● Directions
If a line in the entries below includes "thumb", show that line.
►
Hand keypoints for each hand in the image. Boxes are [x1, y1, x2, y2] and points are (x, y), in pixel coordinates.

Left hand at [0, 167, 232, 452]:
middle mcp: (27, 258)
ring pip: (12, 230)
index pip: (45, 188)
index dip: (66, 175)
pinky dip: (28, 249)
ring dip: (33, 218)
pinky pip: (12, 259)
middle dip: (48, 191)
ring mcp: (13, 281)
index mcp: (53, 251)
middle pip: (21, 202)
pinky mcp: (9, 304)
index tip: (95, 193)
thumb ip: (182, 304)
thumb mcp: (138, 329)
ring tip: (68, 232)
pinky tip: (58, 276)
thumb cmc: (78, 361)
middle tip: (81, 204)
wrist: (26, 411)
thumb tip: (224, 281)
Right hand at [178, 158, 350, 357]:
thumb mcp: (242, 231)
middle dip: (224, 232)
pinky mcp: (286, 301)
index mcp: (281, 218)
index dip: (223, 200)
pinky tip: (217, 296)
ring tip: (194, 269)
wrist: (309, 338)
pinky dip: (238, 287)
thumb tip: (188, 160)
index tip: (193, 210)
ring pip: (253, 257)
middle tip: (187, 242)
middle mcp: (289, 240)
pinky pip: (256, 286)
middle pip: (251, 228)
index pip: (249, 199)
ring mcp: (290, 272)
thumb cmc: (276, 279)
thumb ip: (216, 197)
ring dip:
◄
● Written solution
thumb ip: (182, 304)
thumb mcp: (138, 329)
thumb cmc: (78, 361)
thumb tip: (224, 281)
thumb mcp: (242, 231)
thumb tip: (188, 160)
thumb cmc: (276, 279)
thumb ip: (216, 197)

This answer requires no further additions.